By the early 70s, these two series had each settled into a bit of a scheduler’s rut, with Chaparral tending to occupy a slot around 8pm on Monday nights, and always on BBC2. The Virginian, meanwhile, was a staple of Friday evenings, generally to be found in the 6.40pm slot, immediately after Nationwide. The merest glance at the listings on the BBC’s genome database confirms that these slots persisted over months, if not years, the cumulative effect of which was to confer on each series certain associations.

Just hearing the music from The High Chaparral is enough to evoke the dull tedium of a Monday evening, knowing that there was nothing else to see that night on television (nothing I was allowed to stay up for, at any rate) and with the knowledge of another four days to be endured at school before the weekend rolled around again. The music from Panorama has pretty much the same effect. The Virginian, on the other hand, and still to this day, comes with a Friday feeling, welcoming the start of the weekend; and although I never sat through an episode, the music and opening credits still have that magical Pavolvian effect. A further level of association comes with The Virginian, probably spurred by my imagination conjuring up impressions from the wide, Wyoming landscape glimpsed in the titles. What it says to me is not necessarily the ‘West’, but the idea of there being a wider world out there, and ideas about what it might contain. It also speaks somehow of the lighter evenings in spring and early summer, and that glimpse of landscape might also be conjuring up the rather more parochial setting of the wide expanses of Sutton Park, a potential destination for a trip out on such evenings.

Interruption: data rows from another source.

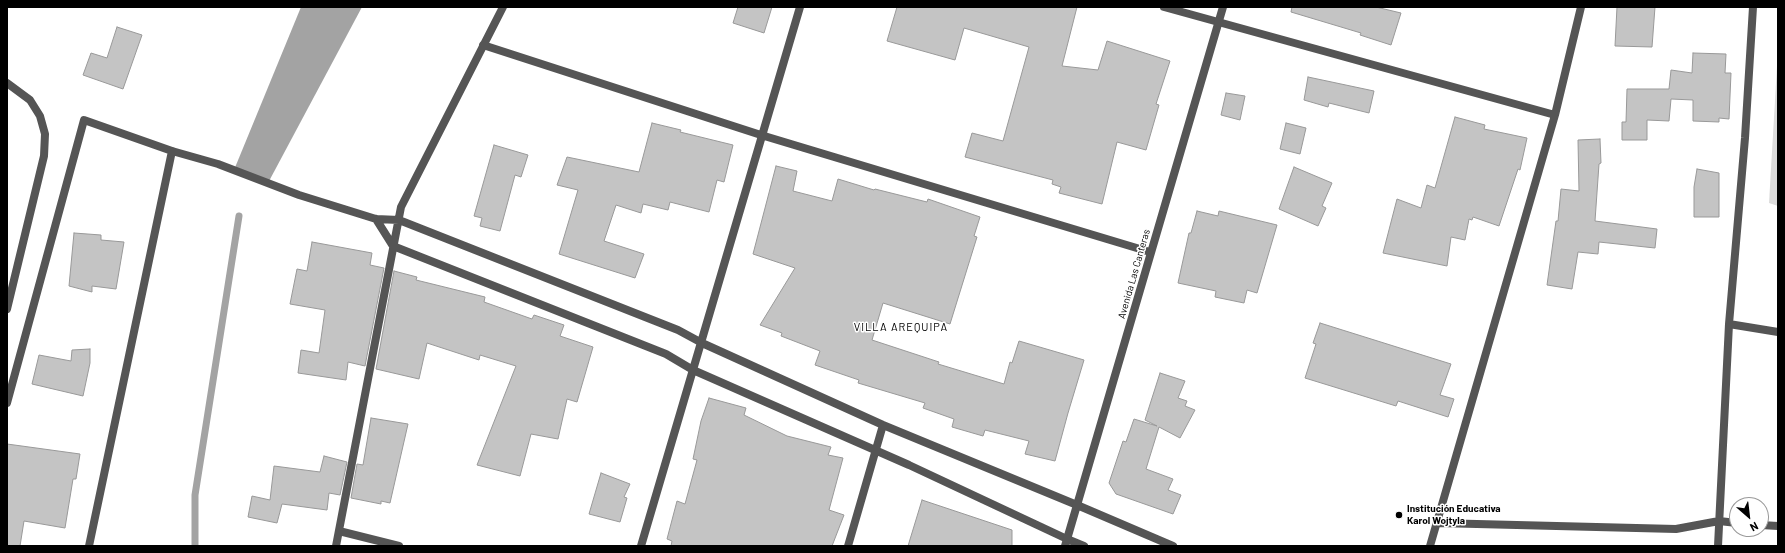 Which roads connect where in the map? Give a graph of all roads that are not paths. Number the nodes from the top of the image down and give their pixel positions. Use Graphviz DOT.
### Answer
graph roads {
  1 [pos="503,7"];
  2 [pos="800,7"];
  3 [pos="1164,7"];
  4 [pos="1223,7"];
  5 [pos="1581,7"];
  6 [pos="1753,7"];
  7 [pos="1219,23"];
  8 [pos="484,45"];
  9 [pos="7,83"];
  10 [pos="1555,115"];
  11 [pos="761,135"];
  12 [pos="172,151"];
  13 [pos="376,219"];
  14 [pos="398,220"];
  15 [pos="393,246"];
  16 [pos="1150,252"];
  17 [pos="7,310"];
  18 [pos="1728,324"];
  19 [pos="1778,332"];
  20 [pos="702,343"];
  21 [pos="693,370"];
  22 [pos="7,403"];
  23 [pos="883,425"];
  24 [pos="876,450"];
  25 [pos="1077,505"];
  26 [pos="1719,521"];
  27 [pos="1729,522"];
  28 [pos="1437,523"];
  29 [pos="339,531"];
  30 [pos="1066,542"];
  31 [pos="89,546"];
  32 [pos="336,546"];
  33 [pos="399,546"];
  34 [pos="641,546"];
  35 [pos="848,546"];
  36 [pos="1084,546"];
  37 [pos="1173,546"];
  38 [pos="1430,546"];
  39 [pos="1718,546"];
  1 -- 8 [label="street"];
  2 -- 11 [label="street"];
  3 -- 7 [label="street"];
  4 -- 7 [label="street, Avenida Las Canteras"];
  5 -- 10 [label="street"];
  6 -- 18 [label="street"];
  7 -- 10 [label="street"];
  7 -- 16 [label="street, Avenida Las Canteras"];
  8 -- 11 [label="street"];
  8 -- 14 [label="street"];
  9 -- 17 [label="street"];
  10 -- 28 [label="street"];
  11 -- 16 [label="street"];
  11 -- 20 [label="street"];
  12 -- 13 [label="street"];
  12 -- 22 [label="street"];
  12 -- 31 [label="street"];
  13 -- 14 [label="street"];
  13 -- 15 [label="street"];
  14 -- 15 [label="street"];
  14 -- 20 [label="street"];
  15 -- 21 [label="street"];
  15 -- 29 [label="street"];
  16 -- 25 [label="street, Avenida Las Canteras"];
  18 -- 19 [label="street"];
  18 -- 26 [label="street"];
  20 -- 21 [label="street"];
  20 -- 23 [label="street"];
  21 -- 24 [label="street"];
  21 -- 34 [label="street"];
  23 -- 24 [label="street"];
  23 -- 25 [label="street"];
  24 -- 30 [label="street"];
  24 -- 35 [label="street"];
  25 -- 30 [label="street, Avenida Las Canteras"];
  25 -- 37 [label="street"];
  26 -- 27 [label="street"];
  26 -- 28 [label="street"];
  26 -- 39 [label="street"];
  28 -- 38 [label="street"];
  29 -- 32 [label="street"];
  29 -- 33 [label="street"];
  30 -- 36 [label="street"];
} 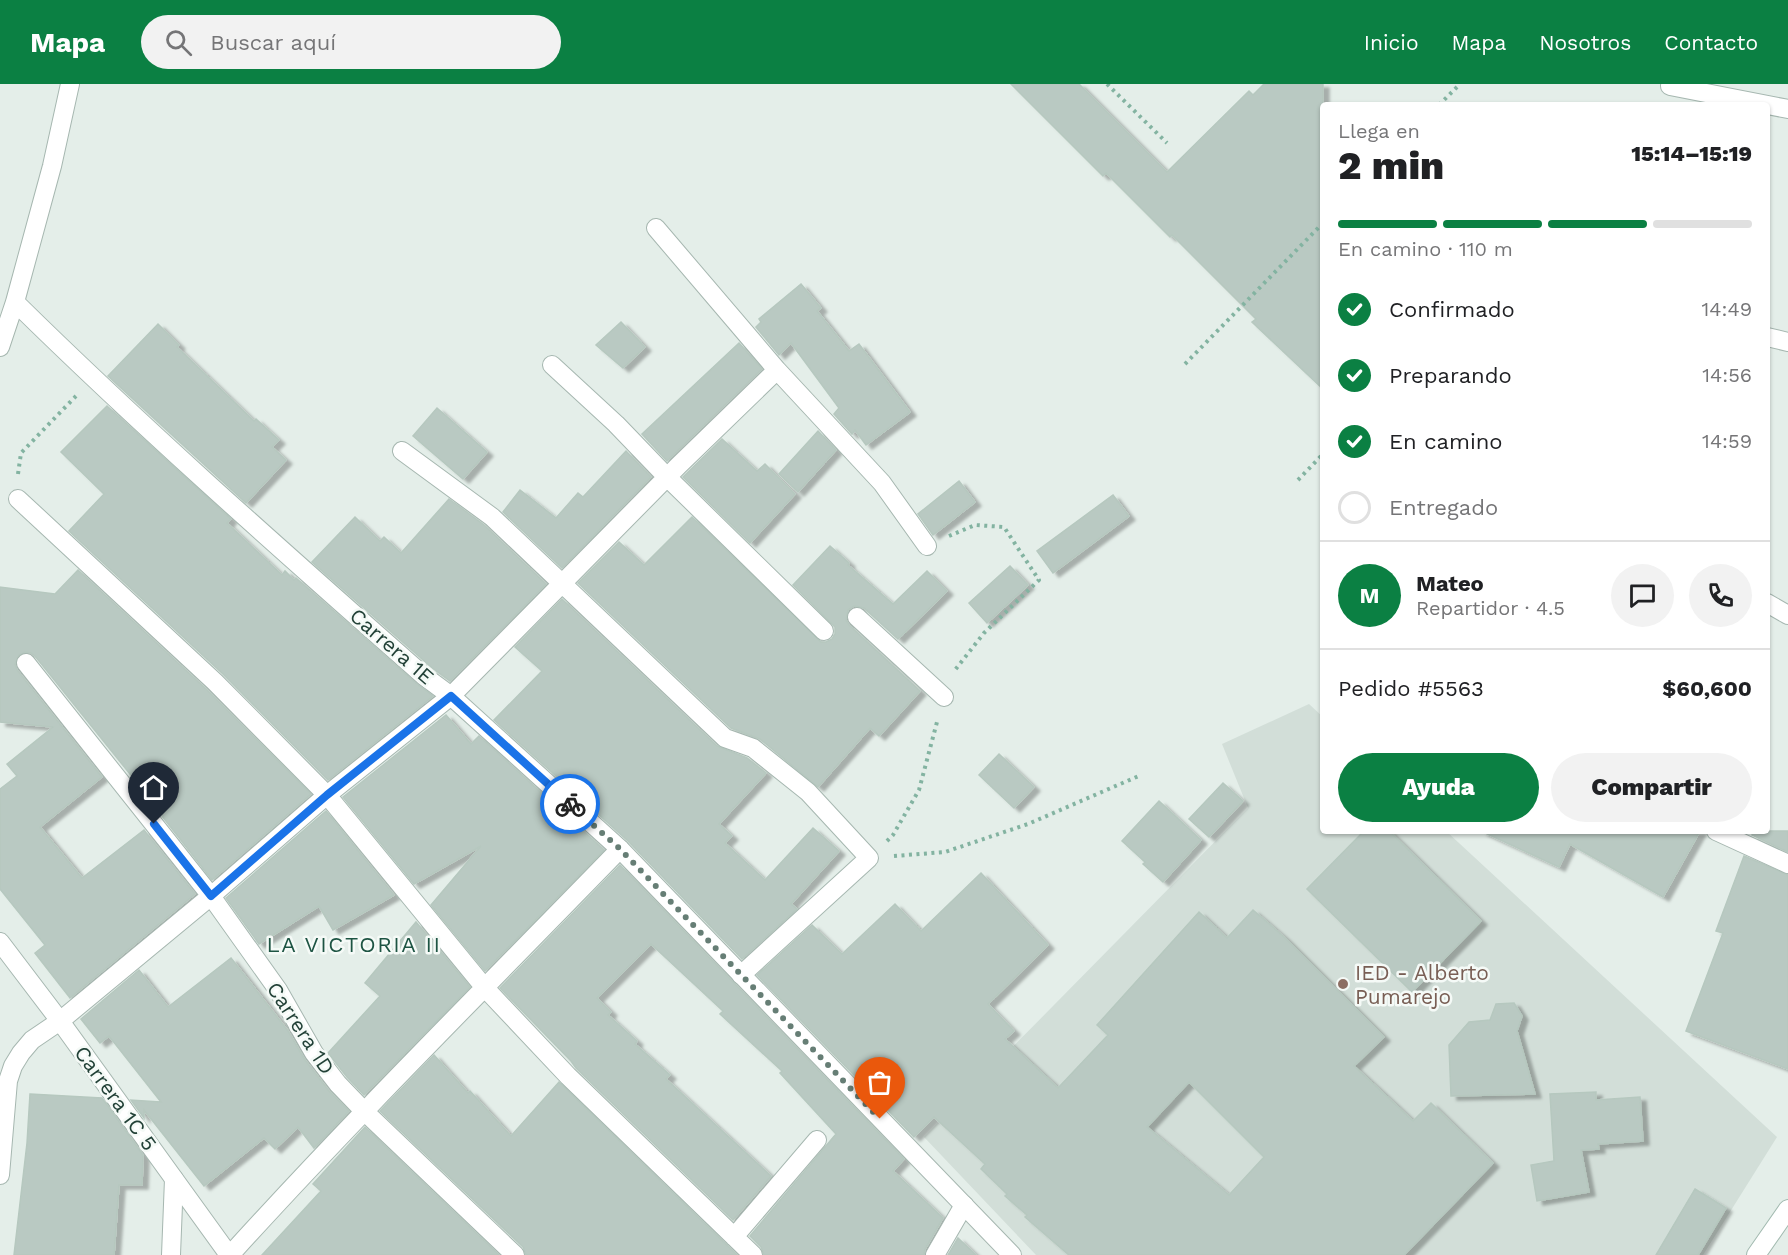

Athough I never sat and watched either of these series, in a curious way, the memory of them is clearer than my recollection of programmes that I actually did make a point of watching, certainly when those series disappeared off air in a relatively short space of time. I tend to find, though, that however much one thinks one remembers, or not, memory remains imprinted in the mind, like a recording, and even things one imagines one has forgotten can spring to mind afresh just by some associative stimulus. Repetiton is clearly a big factor, and regardless of whether one was a devotee of either The High Chaparral, The Virginian or, for that matter, Panorama, the memory of hearing that same piece of music, week after week, played out at a set time of day, with its surrounding context of obligations to school, work, or whatever is deeply imprinted, set permanently in the wet cement of the past.